Acquisto integratori: farmacia canale principale ma online in crescita

Il mercato degli integratori in Italia ha mostrato una costante crescita durante la pandemia, con un aumento del 10% all’anno in media. Tuttavia, c’è stato un cambiamento nel modo in cui gli italiani acquistano questi prodotti per la salute. La quota di clienti che acquista integratori in farmacia è diminuita, mentre è aumentata la percentuale di coloro che li acquistano online.

I dati forniti da Iqvia Italia durante l’evento Cosmofarma 2023 mettono in luce le dinamiche tra il canale fisico e quello digitale nel mercato delle farmacie. Per i consumatori di integratori, l’acquisto online diventa sempre più attraente grazie alla convenienza, alla facilità e alla comodità.

Negli ultimi 12 mesi, il mercato degli integratori è cresciuto costantemente. Nel 2019, poco più del 43% degli italiani ha dichiarato di aver acquistato almeno un integratore, mentre nel 2022 questa percentuale è salita oltre il 51%. I sali minerali, i multivitaminici e i prodotti per la flora intestinale sono le tre categorie più popolari tra coloro che hanno acquistato integratori nell’ultimo anno.
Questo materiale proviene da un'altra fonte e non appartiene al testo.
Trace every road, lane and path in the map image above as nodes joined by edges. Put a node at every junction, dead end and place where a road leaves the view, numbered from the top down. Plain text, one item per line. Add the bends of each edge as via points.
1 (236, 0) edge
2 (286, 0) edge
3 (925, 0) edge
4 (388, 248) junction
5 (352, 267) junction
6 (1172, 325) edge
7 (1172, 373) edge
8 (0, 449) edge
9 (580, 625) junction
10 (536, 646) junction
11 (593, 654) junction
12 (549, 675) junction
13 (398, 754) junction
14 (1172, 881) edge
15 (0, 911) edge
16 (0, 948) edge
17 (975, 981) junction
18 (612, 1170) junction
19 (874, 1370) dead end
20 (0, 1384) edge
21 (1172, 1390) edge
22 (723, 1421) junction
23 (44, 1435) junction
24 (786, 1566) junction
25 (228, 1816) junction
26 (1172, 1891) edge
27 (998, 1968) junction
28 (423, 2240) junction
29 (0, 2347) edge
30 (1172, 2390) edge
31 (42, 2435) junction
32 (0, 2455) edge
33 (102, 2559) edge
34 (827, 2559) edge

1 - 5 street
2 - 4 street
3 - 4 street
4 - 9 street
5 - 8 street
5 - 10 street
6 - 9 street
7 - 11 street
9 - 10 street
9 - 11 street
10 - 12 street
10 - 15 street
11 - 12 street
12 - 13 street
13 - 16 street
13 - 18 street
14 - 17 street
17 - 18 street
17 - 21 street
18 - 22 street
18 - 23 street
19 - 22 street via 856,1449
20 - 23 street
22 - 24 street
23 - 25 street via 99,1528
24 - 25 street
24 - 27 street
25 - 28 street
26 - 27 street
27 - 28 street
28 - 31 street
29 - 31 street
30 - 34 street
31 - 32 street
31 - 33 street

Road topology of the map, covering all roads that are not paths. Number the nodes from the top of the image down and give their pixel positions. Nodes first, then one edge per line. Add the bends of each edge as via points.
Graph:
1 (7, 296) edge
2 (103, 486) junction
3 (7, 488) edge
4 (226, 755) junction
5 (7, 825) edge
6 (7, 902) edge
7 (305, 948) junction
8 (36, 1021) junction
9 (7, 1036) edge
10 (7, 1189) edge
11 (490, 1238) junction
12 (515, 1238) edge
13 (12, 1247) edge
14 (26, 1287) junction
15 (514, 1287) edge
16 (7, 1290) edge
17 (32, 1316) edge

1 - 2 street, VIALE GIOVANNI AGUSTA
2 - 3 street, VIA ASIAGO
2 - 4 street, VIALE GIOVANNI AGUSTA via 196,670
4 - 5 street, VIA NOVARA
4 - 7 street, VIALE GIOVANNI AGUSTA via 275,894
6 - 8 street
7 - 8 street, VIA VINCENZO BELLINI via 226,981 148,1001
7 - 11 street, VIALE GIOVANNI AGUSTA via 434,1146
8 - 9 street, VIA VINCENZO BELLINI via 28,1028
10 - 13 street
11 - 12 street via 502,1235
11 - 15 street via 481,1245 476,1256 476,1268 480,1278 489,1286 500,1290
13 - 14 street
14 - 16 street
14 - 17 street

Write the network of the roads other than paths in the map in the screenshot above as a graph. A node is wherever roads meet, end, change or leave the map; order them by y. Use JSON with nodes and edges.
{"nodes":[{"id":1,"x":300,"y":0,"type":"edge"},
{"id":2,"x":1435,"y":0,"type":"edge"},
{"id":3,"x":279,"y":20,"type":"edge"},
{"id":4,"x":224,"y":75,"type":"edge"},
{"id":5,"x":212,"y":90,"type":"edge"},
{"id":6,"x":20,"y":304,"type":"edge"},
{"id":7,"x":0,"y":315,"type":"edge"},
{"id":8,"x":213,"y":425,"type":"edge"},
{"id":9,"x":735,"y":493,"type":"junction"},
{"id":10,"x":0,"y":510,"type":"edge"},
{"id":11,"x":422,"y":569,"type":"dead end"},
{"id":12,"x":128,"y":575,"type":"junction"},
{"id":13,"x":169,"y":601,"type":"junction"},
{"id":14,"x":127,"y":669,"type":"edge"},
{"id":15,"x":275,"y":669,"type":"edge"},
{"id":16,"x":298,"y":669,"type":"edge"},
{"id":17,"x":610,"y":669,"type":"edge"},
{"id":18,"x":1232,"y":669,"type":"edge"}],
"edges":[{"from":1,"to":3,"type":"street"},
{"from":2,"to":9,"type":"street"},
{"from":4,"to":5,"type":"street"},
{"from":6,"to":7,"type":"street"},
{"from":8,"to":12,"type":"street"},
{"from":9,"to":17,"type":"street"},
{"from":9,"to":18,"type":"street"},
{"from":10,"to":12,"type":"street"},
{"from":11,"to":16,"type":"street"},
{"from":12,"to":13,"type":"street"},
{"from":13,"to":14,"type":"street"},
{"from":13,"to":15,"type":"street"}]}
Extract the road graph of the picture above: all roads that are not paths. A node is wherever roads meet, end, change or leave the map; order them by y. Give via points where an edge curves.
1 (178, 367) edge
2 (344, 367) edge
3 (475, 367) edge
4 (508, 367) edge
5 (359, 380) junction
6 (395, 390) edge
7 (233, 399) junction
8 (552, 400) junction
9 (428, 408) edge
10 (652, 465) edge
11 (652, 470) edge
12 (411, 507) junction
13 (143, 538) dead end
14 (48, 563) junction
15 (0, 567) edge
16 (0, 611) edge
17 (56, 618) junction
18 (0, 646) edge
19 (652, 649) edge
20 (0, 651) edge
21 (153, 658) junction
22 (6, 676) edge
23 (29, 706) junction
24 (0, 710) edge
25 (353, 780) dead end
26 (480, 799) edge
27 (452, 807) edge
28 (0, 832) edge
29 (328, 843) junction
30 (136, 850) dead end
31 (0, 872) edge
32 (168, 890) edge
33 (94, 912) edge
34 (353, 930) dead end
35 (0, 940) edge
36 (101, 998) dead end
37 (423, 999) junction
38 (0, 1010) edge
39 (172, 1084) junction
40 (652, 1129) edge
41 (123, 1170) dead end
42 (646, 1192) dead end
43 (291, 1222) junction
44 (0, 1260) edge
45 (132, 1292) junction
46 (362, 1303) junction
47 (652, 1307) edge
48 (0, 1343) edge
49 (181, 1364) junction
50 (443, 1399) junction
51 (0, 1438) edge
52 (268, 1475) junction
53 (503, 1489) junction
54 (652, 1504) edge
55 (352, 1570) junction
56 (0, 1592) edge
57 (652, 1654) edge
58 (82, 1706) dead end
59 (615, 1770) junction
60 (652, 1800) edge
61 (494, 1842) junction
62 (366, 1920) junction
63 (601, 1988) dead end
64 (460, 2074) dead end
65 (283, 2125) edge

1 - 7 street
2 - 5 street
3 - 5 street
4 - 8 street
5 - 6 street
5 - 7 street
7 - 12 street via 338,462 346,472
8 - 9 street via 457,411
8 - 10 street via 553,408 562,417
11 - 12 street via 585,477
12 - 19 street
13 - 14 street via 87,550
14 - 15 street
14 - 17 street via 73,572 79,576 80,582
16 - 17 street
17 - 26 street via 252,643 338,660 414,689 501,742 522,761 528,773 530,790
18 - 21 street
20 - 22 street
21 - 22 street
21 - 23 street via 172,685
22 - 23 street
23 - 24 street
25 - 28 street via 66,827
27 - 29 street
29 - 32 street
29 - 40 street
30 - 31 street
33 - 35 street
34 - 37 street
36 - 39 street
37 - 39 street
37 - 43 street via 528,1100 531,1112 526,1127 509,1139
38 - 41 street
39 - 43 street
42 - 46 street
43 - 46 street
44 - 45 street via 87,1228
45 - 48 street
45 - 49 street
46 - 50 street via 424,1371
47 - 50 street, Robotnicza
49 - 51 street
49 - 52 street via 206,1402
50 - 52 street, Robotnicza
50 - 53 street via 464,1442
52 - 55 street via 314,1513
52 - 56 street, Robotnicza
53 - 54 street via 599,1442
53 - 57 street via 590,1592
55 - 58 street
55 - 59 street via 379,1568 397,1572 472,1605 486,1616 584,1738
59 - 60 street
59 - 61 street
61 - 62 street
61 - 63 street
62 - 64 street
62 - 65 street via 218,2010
Per quanto riguarda i canali di vendita, la farmacia rimane il principale punto di acquisto per gli integratori, anche se in quattro anni ha perso quote, passando dal 63,5% al 59,2%. Tuttavia, è interessante notare la progressione delle vendite online: nel 2019 il 15,3% degli italiani acquistava integratori online, mentre ora questa percentuale è salita al 26,7%. Le principali motivazioni dietro questa scelta sono il risparmio e la comodità. Altre ragioni includono la facilità di acquisto e la riservatezza.